Die von den Kamwina-Nsapu-Truppen verursachte Kasai-Krise im Süden des Landes ist eine von fünf kriegerischen Auseinandersetzungen in der Demokratischen Republik Kongo. In einem von der katholischen Bischofskonferenz an den Sicherheitsrat der Vereinten Nationen adressierten Aufruf vom 20. März 2017 werden Menschenrechtsverletzungen in vier weiteren Teilen des Landes festgestellt: Im Norden treibt die LRA (Lord Resistance Army) weiterhin ihr Unwesen; im Osten des Landes wird Nord-Kivu erwähnt; weiterhin die Provinz Tanganika, wo es zu Auseinandersetzungen zwischen den Batwa und den Bantu kommt, sowie schließlich die Mitte des Landes – einschließlich der Hauptstadt Kinshasa – wegen der politischen Spannungen vor den Wahlen.

Obwohl die jetzige Lage eine Durchführung zurzeit nicht zulässt, haben die zwei Vertreter dem Hilfswerk KIRCHE IN NOT ein Projekt vorgestellt, um die von Plünderung und Brand beschädigten Gebäude wiederaufzubauensobald die Bedingungen es zulassen, damit das Priesterseminar unverzüglich wiedereröffnet werden kann: „Die Hoffnung lässt uns arbeiten. Wir werden nicht einfach abwarten, denn wir möchten, dass unsere Seminaristen das unterbrochene akademische Jahr zu Ende führen können. Das nächste Seminar ist 400 Kilometer entfernt. Die mangelnde Infrastruktur, die Lage im Land und Sicherheitsgesichtspunkte erlauben uns nicht, die Studenten dorthin zu schicken. Wir möchten auch alle Wohltäter und Freunde des Hilfswerks um ihr Gebet für den Frieden in unserem Land bitten.“ 
Zusammen mit dem Hilfsgesuch richtet Pater Richard einen Aufruf an die internationale Gemeinschaft: „Die katholische Kirche in der Demokratischen Republik Kongo befindet sich in derselben Lage wie das ganze kongolesische Volk. Teile der Bevölkerung sind im Dschungel versteckt. Die Schulen sind geschlossen, es herrscht Hunger ... Wir träumen vom Ende des sinnlosen Kriegs. Plünderer aus der ganzen Welt kommen hierher, um das Land auszubeuten. Wer heutzutage moderne Technologie einsetzt, verwendet irgendwie Blut des kongolesischen Volkes“, unterstreicht der Priester. Er bezieht sich dabei auf das Coltan, ein aus Columbit und Tantalit zusammengesetztes, schwarzes Erz, das unter anderem im Akku mobiler Geräte, GPS und im Computer eingesetzt wird. Coltan gehört zu den sogenannten „Bluterzen“, weil es durch Menschenrechtsverletzungen gewonnen und zur Finanzierung bewaffneter Gruppen und damit zur Fortführung bestehender Konflikte benutzt wird.
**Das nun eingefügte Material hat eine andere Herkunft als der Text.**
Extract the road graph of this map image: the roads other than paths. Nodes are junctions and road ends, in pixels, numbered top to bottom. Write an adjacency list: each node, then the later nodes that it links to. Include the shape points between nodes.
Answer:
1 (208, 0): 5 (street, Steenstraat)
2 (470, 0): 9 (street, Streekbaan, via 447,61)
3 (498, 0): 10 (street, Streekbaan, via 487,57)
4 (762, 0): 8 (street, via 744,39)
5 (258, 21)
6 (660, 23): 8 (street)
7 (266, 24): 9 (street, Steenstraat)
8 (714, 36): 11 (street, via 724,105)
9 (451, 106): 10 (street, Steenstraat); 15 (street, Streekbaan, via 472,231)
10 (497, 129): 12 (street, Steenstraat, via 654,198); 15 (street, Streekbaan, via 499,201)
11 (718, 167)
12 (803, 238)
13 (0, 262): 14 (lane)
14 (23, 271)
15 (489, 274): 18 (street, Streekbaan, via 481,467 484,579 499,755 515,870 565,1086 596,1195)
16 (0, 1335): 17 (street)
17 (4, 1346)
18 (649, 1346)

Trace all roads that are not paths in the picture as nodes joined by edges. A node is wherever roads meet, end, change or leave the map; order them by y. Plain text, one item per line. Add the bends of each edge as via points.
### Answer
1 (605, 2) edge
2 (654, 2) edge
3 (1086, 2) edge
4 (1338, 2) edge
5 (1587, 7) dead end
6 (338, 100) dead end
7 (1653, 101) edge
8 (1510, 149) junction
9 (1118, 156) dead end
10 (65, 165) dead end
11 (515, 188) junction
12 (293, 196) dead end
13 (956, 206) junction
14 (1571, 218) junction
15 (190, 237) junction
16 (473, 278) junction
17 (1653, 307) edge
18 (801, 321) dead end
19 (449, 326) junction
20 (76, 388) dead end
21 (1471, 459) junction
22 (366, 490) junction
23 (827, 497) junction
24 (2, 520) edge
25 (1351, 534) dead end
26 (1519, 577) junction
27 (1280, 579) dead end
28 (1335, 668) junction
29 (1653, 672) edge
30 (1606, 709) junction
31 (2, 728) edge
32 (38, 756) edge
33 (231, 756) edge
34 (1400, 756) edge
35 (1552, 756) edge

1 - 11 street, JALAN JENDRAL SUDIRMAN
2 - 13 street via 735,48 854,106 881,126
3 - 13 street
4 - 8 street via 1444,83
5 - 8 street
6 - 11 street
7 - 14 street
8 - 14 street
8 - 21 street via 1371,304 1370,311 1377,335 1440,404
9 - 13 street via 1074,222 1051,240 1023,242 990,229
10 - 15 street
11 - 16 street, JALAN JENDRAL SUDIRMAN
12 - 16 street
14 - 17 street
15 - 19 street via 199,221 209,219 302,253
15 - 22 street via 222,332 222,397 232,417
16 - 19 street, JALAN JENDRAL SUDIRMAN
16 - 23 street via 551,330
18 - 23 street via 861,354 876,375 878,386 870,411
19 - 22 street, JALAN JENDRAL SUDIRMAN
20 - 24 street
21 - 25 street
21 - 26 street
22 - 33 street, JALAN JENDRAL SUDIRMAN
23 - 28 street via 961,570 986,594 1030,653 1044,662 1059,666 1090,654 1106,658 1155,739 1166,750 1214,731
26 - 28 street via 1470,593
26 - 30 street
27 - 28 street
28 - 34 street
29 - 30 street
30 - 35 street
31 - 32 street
„Es gibt nur eine Menschheit. Wir nutzen die Vorteile. Dies ist in Ordnung, aber wir sollten auch angesichts des Leidens handeln. Das Leid der Kongolesen ist das Leid der Welt. Zusammen können wir den Krieg beenden. Es tut not, aus der Gleichgültigkeit auszubrechen, das Schweigen zu brechen. NEIN zur Gewalt zu sagen, zur Todesindustrie, zu den Waffenfabriken und zum Waffenhandel. Die Technik soll das Leben erleichtern, nicht es wegnehmen. Wir sollen die Technik dafür einsetzen, um über die harte Wirklichkeit in Kongo zu sprechen, um Gebete und internationale Unterstützung zu erbeten, damit das Leben und die Menschenrechte geachtet werden“, fügt Pater Apollinaire hinzu. 

KIRCHE IN NOT bewilligte im Jahre 2016 mehr als 3,3 Millionen Euro für Projekte in der Demokratischen Republik Kongo. Letztes Jahr unterstützte das Päpstliche Hilfswerk 41 Seminare im Land, was insgesamt 1.229 Seminaristen zugutekam.